Pandas Type Checks
==================
[![Build Status](https://dev.azure.com/martin-zuber/pandas-type-checks/_apis/build/status/mzuber.pandas-type-checks?branchName=main)](https://dev.azure.com/martin-zuber/pandas-type-checks/_build/latest?definitionId=1&branchName=main)
[![Quality Gate Status](https://sonarcloud.io/api/project_badges/measure?project=mzuber_pandas-type-checks&metric=alert_status)](https://sonarcloud.io/summary/new_code?id=mzuber_pandas-type-checks)
[![Coverage](https://sonarcloud.io/api/project_badges/measure?project=mzuber_pandas-type-checks&metric=coverage)](https://sonarcloud.io/summary/new_code?id=mzuber_pandas-type-checks)

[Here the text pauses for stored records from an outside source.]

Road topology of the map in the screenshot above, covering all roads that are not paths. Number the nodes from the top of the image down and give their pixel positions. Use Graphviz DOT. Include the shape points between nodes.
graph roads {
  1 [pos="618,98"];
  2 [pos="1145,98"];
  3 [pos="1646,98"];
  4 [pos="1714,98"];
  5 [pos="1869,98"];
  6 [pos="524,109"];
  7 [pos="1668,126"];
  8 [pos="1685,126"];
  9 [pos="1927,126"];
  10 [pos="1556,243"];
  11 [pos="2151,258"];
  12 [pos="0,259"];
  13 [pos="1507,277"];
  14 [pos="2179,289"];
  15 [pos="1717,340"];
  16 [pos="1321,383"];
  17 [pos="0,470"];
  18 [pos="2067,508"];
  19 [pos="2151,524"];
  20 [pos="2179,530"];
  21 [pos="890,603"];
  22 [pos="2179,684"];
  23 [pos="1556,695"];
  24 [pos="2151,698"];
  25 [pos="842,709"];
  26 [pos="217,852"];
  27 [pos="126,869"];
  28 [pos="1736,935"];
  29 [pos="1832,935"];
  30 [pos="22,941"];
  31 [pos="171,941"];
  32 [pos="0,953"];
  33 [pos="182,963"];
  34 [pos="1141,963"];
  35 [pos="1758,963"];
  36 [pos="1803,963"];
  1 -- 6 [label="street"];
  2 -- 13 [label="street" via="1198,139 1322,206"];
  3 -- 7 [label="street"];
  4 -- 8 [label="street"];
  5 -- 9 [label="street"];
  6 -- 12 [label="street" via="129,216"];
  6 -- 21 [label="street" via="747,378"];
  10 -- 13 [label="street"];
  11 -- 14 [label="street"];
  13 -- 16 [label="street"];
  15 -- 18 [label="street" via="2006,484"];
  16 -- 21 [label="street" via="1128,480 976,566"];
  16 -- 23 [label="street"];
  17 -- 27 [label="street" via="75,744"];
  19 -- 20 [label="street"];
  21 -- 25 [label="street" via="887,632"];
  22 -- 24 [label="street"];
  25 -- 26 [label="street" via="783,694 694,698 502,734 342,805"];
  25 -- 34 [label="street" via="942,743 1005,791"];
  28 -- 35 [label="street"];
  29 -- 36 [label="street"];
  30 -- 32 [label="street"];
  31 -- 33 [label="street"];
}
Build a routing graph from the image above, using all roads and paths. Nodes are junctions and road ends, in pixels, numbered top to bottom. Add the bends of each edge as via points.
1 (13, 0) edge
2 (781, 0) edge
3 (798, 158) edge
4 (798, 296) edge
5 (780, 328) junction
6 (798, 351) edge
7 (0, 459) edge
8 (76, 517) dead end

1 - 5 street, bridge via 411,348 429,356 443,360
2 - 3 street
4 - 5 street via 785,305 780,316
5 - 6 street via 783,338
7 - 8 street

[![PyPI Version](https://img.shields.io/pypi/v/pandas-type-checks)](https://pypi.org/project/pandas-type-checks/)
[![PyPI Wheel](https://img.shields.io/pypi/wheel/pandas-type-checks)](https://pypi.org/project/pandas-type-checks/)
A Python library providing means for structural type checking of Pandas data frames and series:
- A decorator `pandas_type_check` for specifying and checking the structure of Pandas `DataFrame` and `Series`
arguments and return values of a function.
- Support for "non-strict" type checking. In this mode data frames can contain columns which are not part of the type
specification against which they are checked. Non-strict type checking in that sense allows a form of structural
subtyping for data frames.
- Configuration options to raise exceptions for type errors or alternatively log them.
- Configuration option to globally enable/disable the type checks. This allows users to enable the type checking
functionality in e.g. only testing environments.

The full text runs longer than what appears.